If all types of misclassifications are penalized equally, then you want to predict a case at
x
to be
B
instead of
A
if
B
is more likely to occur at
x
than
A
is. To make this happen, you should go to the Class Wts box and click on UNIT.
(Note:
The terminology is perhaps confusing, but UNIT weights means that no weighting occurs and so the actual class
counts are used in a straightforward manner to arrive at the predictions. BALANCED reweights the cases.
One purpose of doing this is to identify "hot spots" where a certain class occurs with a greater probability than it
does in the general population (but this really only is guaranteed to hold if there are only two classes). It could
also be used if it is thought that future cases to be classified are equally-likely to be of each of the possible
classes, but the classes aren't equally represented in the training sample. But I would think that expecting cases
to be equally-likely with regard to the possible classes is rare, and that in most situations when the training data
doesn't reflect the classes properly, weights should be adjusted using SPECIFY (see the top of p. 45).)
estimating error rates (pp. 30-31)
The manual doesn't make it very clear, but the testing referred to is for the determination of error rates.
(The trees used are fully grown --- no testing is done in the tree-growing process.)

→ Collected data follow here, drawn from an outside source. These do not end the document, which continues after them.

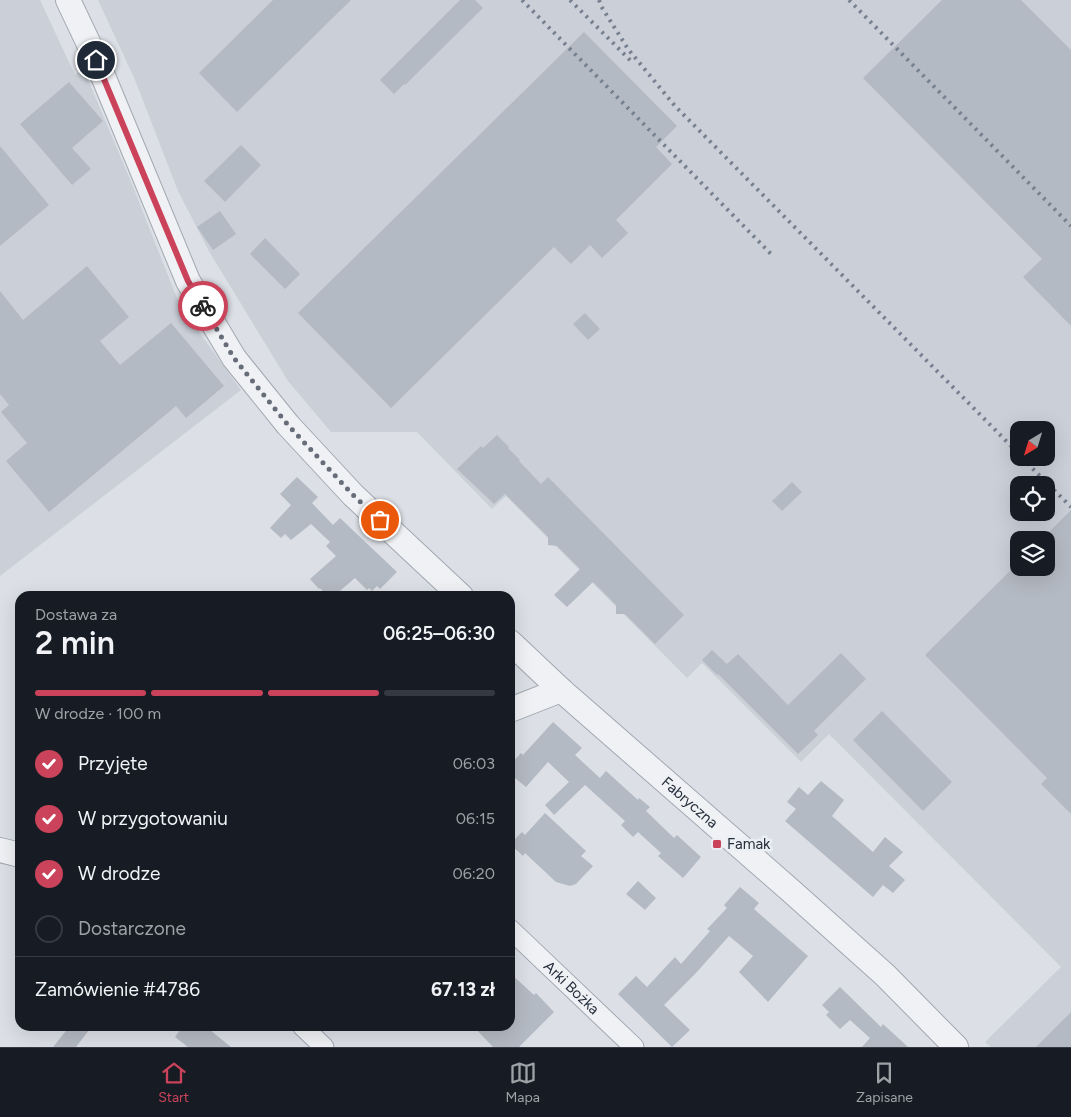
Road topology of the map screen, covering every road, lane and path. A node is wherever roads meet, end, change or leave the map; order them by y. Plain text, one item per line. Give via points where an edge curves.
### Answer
1 (68, 0) edge
2 (456, 591) edge
3 (515, 647) edge
4 (561, 690) junction
5 (515, 708) edge
6 (0, 850) edge
7 (15, 854) edge
8 (515, 934) edge
9 (307, 1031) edge
10 (324, 1047) edge
11 (634, 1047) edge
12 (956, 1047) edge

1 - 2 street via 188,281 234,358 288,425 353,495
3 - 4 street, Fabryczna
4 - 5 street
4 - 12 street, Fabryczna via 885,975
6 - 7 street
8 - 11 street, Arki Bożka
9 - 10 street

The default is out-of-bag testing/estimation, which should be fine. (When a bootstrap sample is drawn, the
probability that a particular case isn't included is about 0.368. So if 500 trees are grown, the case is expected
to not be used in growing about 184 of them. The trees not involving a particular case are used to vote on it's
class, and a comparison of the predicted class and the actual class can be used to obtain an estimate of the accuracy
of the random forest.)
setting some important controls (pp. 31-32)
In the Rnd Forests box you should set the number of predictors to be considered for each split --- the
strategy based on the square root of the number of predictors (see above) is a decent starting point.

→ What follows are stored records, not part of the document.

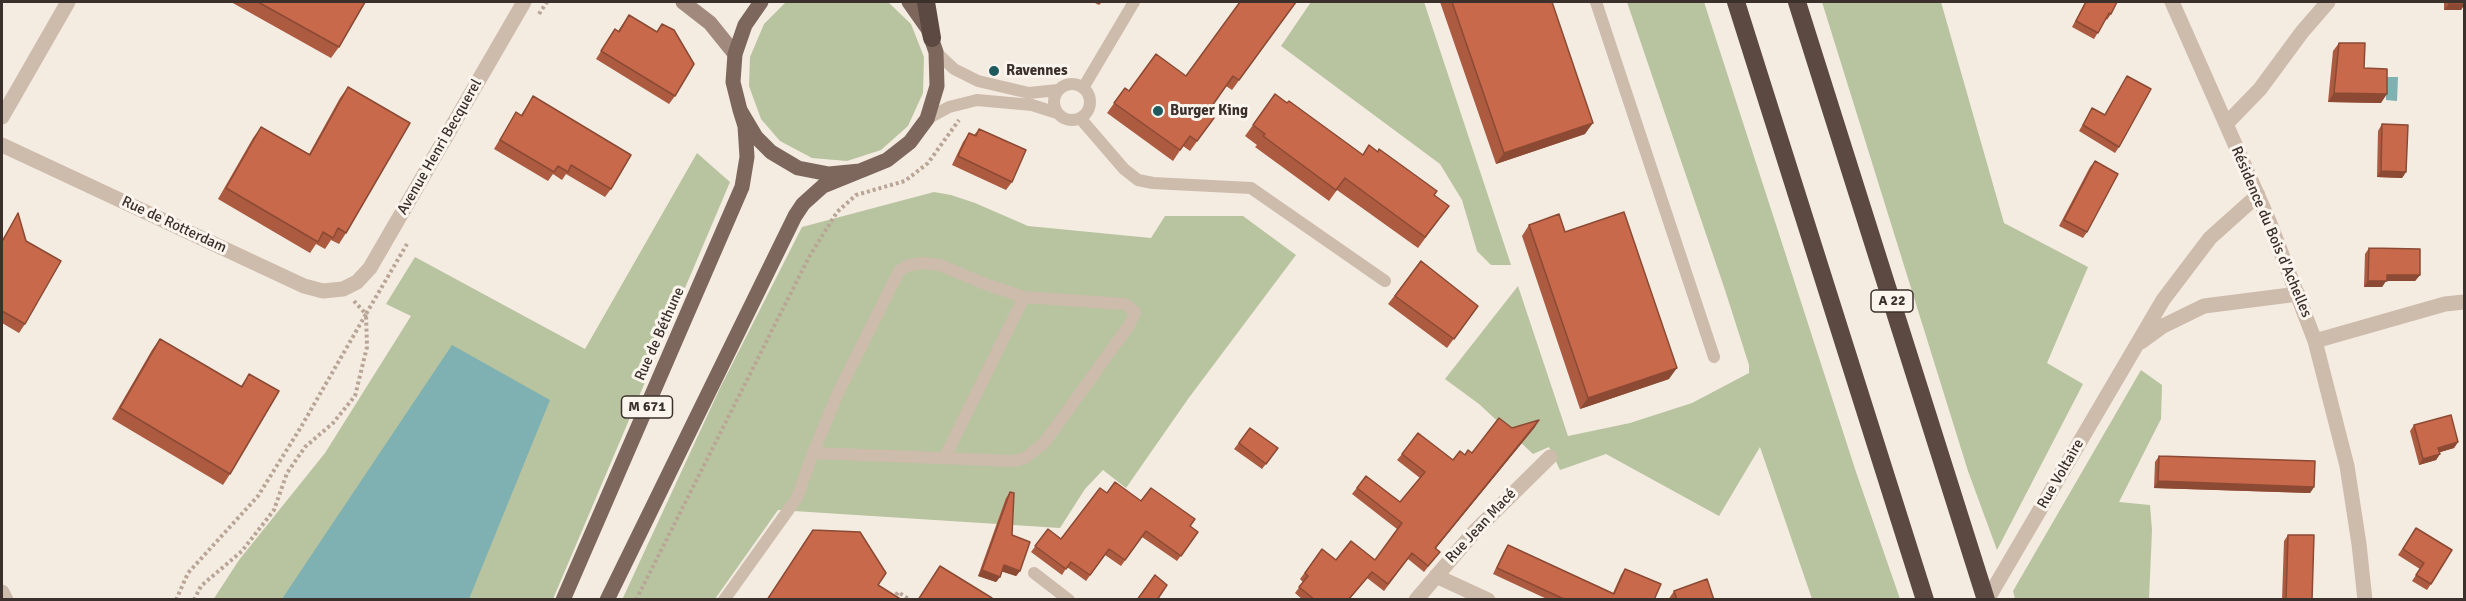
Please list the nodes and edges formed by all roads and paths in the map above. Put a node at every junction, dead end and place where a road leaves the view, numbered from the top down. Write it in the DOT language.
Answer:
graph roads {
  1 [pos="68,2"];
  2 [pos="524,2"];
  3 [pos="683,2"];
  4 [pos="761,2"];
  5 [pos="909,2"];
  6 [pos="926,2"];
  7 [pos="1134,2"];
  8 [pos="1596,2"];
  9 [pos="1737,2"];
  10 [pos="1797,2"];
  11 [pos="2172,2"];
  12 [pos="2328,2"];
  13 [pos="934,45"];
  14 [pos="735,54"];
  15 [pos="1083,88"];
  16 [pos="1058,90"];
  17 [pos="963,102"];
  18 [pos="740,110"];
  19 [pos="1057,113"];
  20 [pos="2,117"];
  21 [pos="927,118"];
  22 [pos="1080,118"];
  23 [pos="2226,124"];
  24 [pos="2,145"];
  25 [pos="860,171"];
  26 [pos="2258,195"];
  27 [pos="1385,282"];
  28 [pos="346,288"];
  29 [pos="2298,294"];
  30 [pos="1024,297"];
  31 [pos="2464,302"];
  32 [pos="366,314"];
  33 [pos="2315,341"];
  34 [pos="2134,348"];
  35 [pos="1714,357"];
  36 [pos="813,453"];
  37 [pos="945,457"];
  38 [pos="1550,457"];
  39 [pos="1034,573"];
  40 [pos="1436,576"];
  41 [pos="2,592"];
  42 [pos="2368,598"];
  43 [pos="6,600"];
  44 [pos="176,600"];
  45 [pos="194,600"];
  46 [pos="562,600"];
  47 [pos="607,600"];
  48 [pos="636,600"];
  49 [pos="724,600"];
  50 [pos="893,600"];
  51 [pos="910,600"];
  52 [pos="1069,600"];
  53 [pos="1416,600"];
  54 [pos="1488,600"];
  55 [pos="1924,600"];
  56 [pos="1987,600"];
  1 -- 20 [label="street"];
  2 -- 28 [label="street, Avenue Henri Becquerel"];
  3 -- 14 [label="street"];
  4 -- 14 [label="main road"];
  5 -- 13 [label="main road"];
  6 -- 13 [label="highway"];
  7 -- 15 [label="lane"];
  8 -- 35 [label="lane"];
  9 -- 55 [label="highway"];
  10 -- 56 [label="highway, A 22"];
  11 -- 23 [label="street, Résidence du Bois d'Achelles"];
  12 -- 23 [label="street"];
  13 -- 16 [label="lane"];
  13 -- 21 [label="main road"];
  14 -- 18 [label="main road"];
  15 -- 16 [label="lane"];
  15 -- 22 [label="lane"];
  16 -- 19 [label="lane"];
  17 -- 19 [label="lane"];
  17 -- 21 [label="lane"];
  17 -- 48 [label="path"];
  18 -- 25 [label="main road"];
  18 -- 46 [label="main road, Rue de Béthune / M 671"];
  19 -- 22 [label="lane"];
  21 -- 25 [label="main road"];
  22 -- 27 [label="lane"];
  23 -- 26 [label="street, Résidence du Bois d'Achelles"];
  24 -- 28 [label="street, Rue de Rotterdam"];
  25 -- 47 [label="main road, M 671"];
  26 -- 29 [label="street, Résidence du Bois d'Achelles"];
  26 -- 34 [label="street, Rue Voltaire"];
  28 -- 32 [label="path"];
  29 -- 33 [label="street, Résidence du Bois d'Achelles"];
  29 -- 34 [label="street, Rue Voltaire"];
  30 -- 36 [label="lane"];
  30 -- 37 [label="lane"];
  30 -- 37 [label="lane"];
  31 -- 33 [label="street"];
  32 -- 44 [label="path"];
  32 -- 45 [label="path"];
  33 -- 42 [label="street, Résidence du Bois d'Achelles"];
  34 -- 56 [label="street, Rue Voltaire"];
  36 -- 37 [label="lane"];
  36 -- 49 [label="lane"];
  38 -- 40 [label="street, Rue Jean Macé"];
  39 -- 52 [label="lane"];
  40 -- 53 [label="street, Rue Jean Macé"];
  40 -- 54 [label="street"];
  41 -- 43 [label="street"];
  50 -- 51 [label="path"];
}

You can leave the others set on the defaults, except if you have a rather large data file (of training data) you may
want to decrease the number of trees in the forest from 500 to perhaps 100 or 200.
looking at the results and saving the classifier produced
There isn't a lot to look at. But one can look at the estimated error rates in several places, and one can look to
see whether or not it appears that convergence has occurred. P. 35 describes the alternative method
of evaluating variable importance (oddly referred to as the standard method) --- it seems pretty nifty. (To
assess a variable's importance, it's values are scrambled, and then the accuracy of the forest is estimated using the
out-of-bag method. The variable's importance can be measured by how much the scrambing of the values affects the
accuracy of the forest.)
To save a random forest classifier (to make predictions with), click on the Save
Grove button, and provide a name and location for the Grove file.